‘Scandal’ and ‘Murder’ Cross Over, ‘Atlanta’ Premieres, a Comeback on ‘Mom’

VIOLA DAVIS, KERRY WASHINGTON
ABC/Mitch Haaseth
Viola Davis and Kerry Washington in the 'Scandal'-'HTGAWM' crossover event

A selective critical checklist of notable Thursday TV:

ScandalHow to Get Away With Murder (9/8c and 10/9c, ABC): Their shows may be too loony for words, but there’s no denying the star presence of Scandal’s Kerry Washington and How to Get Away With Murder’s Emmy (and Oscar)-winning Viola Davis. For the first and possibly last time (since Scandal is closing shop this spring), the leading ladies of Shondaland meet on a much-anticipated crossover, in which these damaged heroines collaborate for the common good on a class-action judicial reform lawsuit they hope to present to the Supreme Court. Let’s hope their twisted past actions don’t get in the way.

Atlanta (10/9c, FX): Story takes a backseat to authentic atmosphere in the second season of Donald Glover’s darkly satirical panorama, which reminds me a bit of Robert Altman’s classic 1975 Nashville in the way that it captures a musical culture with ambivalence, humor and an undercurrent of dread. Glover plays Earn, drifting through life without a place to call home, as he sheepishly manages the career of his rap-star cousin Alfred “Paper Boi” (Brian Tyree Henry). The season is subtitled “robbin’ season,” referring to the time around the Christmas holidays when crime, petty and sometimes violent, spikes. Katt Williams steals the season premiere as nutty Uncle Willie, whose domestic disarray captures the attention of police, who are as taken aback as Earn when they discover why Willie is locally known as “the Alligator Man.”

To set the stage for Atlanta, FX premieres the hit 2015 film Straight Outta Compton (7/6c) in its complete, unedited theatrical version.

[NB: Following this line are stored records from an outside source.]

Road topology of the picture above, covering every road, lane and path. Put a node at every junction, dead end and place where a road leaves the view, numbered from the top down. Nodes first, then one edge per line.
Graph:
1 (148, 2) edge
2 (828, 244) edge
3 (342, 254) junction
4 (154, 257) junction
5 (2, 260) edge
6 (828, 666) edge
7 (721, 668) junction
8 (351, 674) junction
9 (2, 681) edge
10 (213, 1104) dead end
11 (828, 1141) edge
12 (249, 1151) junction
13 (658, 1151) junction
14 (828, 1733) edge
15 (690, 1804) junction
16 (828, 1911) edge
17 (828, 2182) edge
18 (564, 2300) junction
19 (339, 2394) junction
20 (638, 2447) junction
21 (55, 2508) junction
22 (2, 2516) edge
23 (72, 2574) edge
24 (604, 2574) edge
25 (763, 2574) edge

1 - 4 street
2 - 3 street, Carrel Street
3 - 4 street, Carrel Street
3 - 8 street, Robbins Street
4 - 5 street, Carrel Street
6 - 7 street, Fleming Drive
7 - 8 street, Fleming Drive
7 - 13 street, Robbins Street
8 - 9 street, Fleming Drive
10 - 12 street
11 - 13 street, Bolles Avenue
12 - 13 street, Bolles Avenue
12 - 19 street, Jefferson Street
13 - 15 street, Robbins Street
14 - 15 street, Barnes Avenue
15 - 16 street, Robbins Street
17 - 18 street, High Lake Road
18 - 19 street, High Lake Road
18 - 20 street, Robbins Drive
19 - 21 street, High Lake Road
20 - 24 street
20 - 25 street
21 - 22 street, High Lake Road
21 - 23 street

It’s rated R for good reason, so parental discretion is, as usual on FX, advised.

Mom (9/8c, CBS): “She’s back and she’s skinny!” announces Jill (Jaime Pressly), making a grand entrance after three months away on a “wellness retreat” (actually a pregnancy leave). Jill may have lost weight, but not attitude, when she decides it’s time for the others in the group to pay their share at the bistro. Which, naturally, doesn’t sit well with Bonnie (Allison Janney): “Why does Jill’s self-esteem have to come out of our own pockets?” On a more serious note, because Mom rarely shies from depicting the struggles of these women, the group rallies around Christy (Anna Faris) when she suffers her latest professional setback.

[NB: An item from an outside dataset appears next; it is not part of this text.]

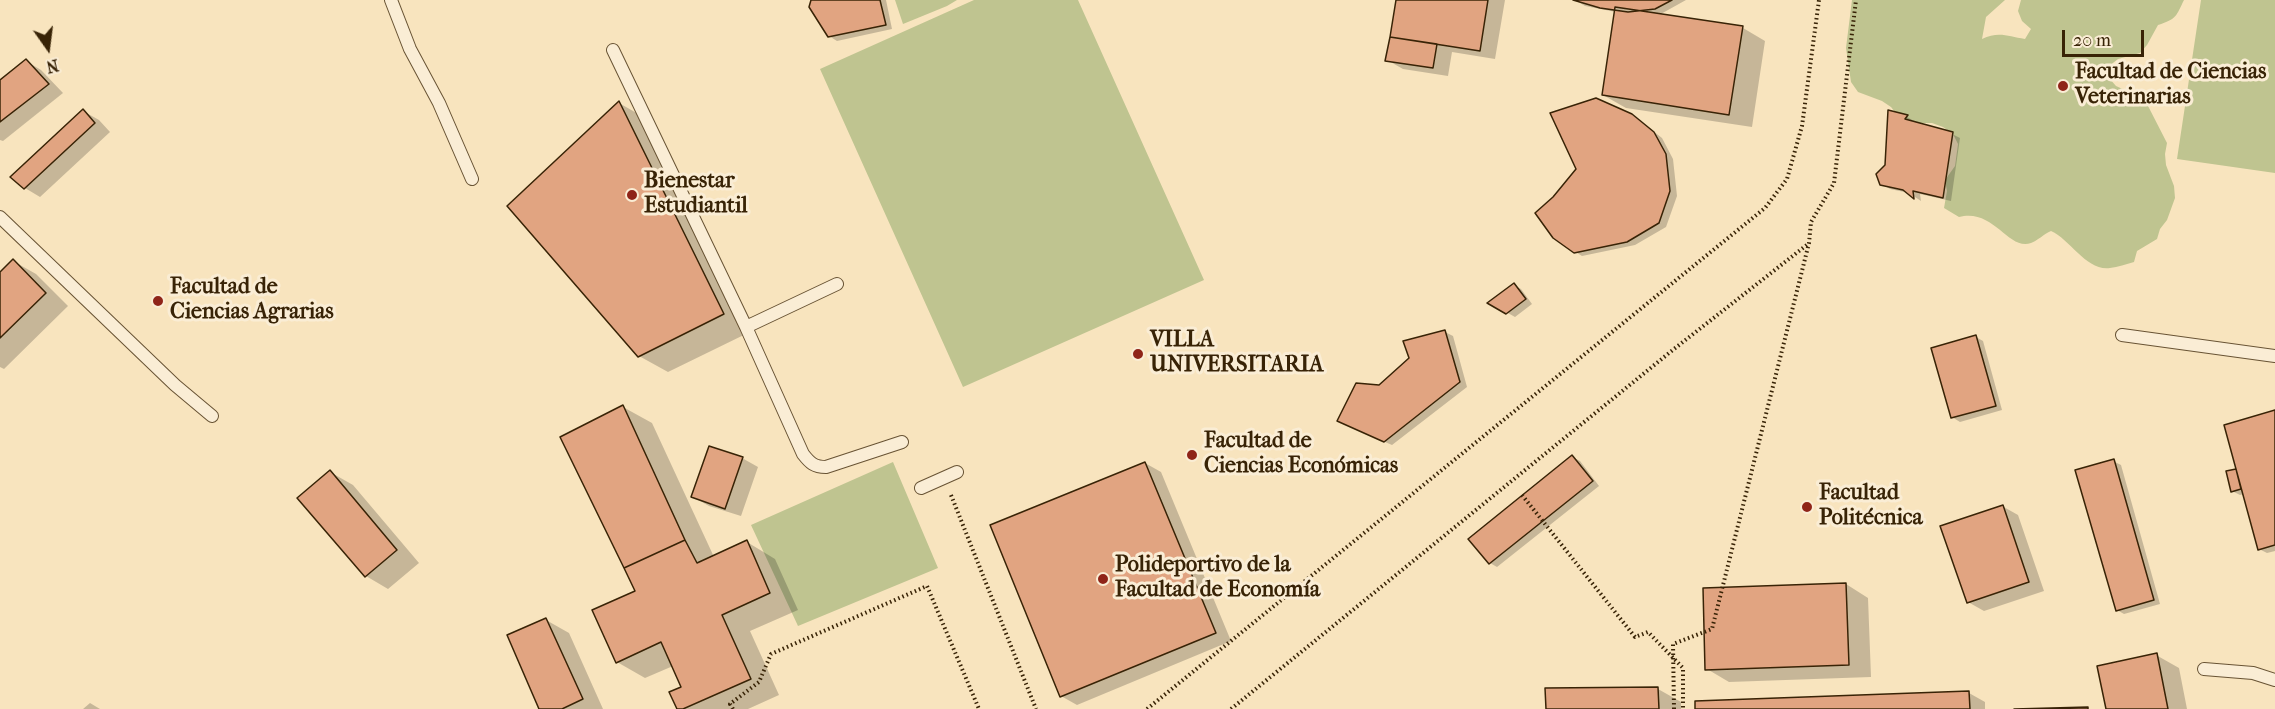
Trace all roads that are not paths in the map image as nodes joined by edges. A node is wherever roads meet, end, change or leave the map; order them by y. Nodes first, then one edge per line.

Inside Thursday TV: ABC’s Grey’s Anatomy (8/7c) provides an early taste of its upcoming spinoff, Station 19, when Ben (Jason George) and fellow firefighter Andy Herrera (Jaina Lee Ortiz) rush to Grey Sloan with two boys injured in a house fire. … Bernadette (Melissa Rauch) is due to give birth again on CBS’s The Big Bang Theory (8/7c), but when she won’t go into labor, her friends labor to make it happen. … Fox’s Showtime at the Apollo (9/8c) returns as a weekly series, hosted by Steve Harvey and Adrienne Bailon Houghton, with Pitbull and Fifth Harmony among the opening-night performers. … “I haven’t rooted this hard for a gay couple to get together on TV since Frasier and Niles,” quips Karen on NBC’s Will & Grace (9/8c) as she spies on her hunky servants. The better subplot actually feels like a classic Frasier farce, with Grace (Debra Messing) in a romantic pickle once she realizes she has been intimate with three men of different generations from the same family (Barry Bostwick, Matt Letscher and Andy Favreau). … CMT trades the fictional musical drama of Nashville for the heightened reality of a new docu-series, Music City (10/9c), about young singer-songwriters seeking fame in the country-western capital.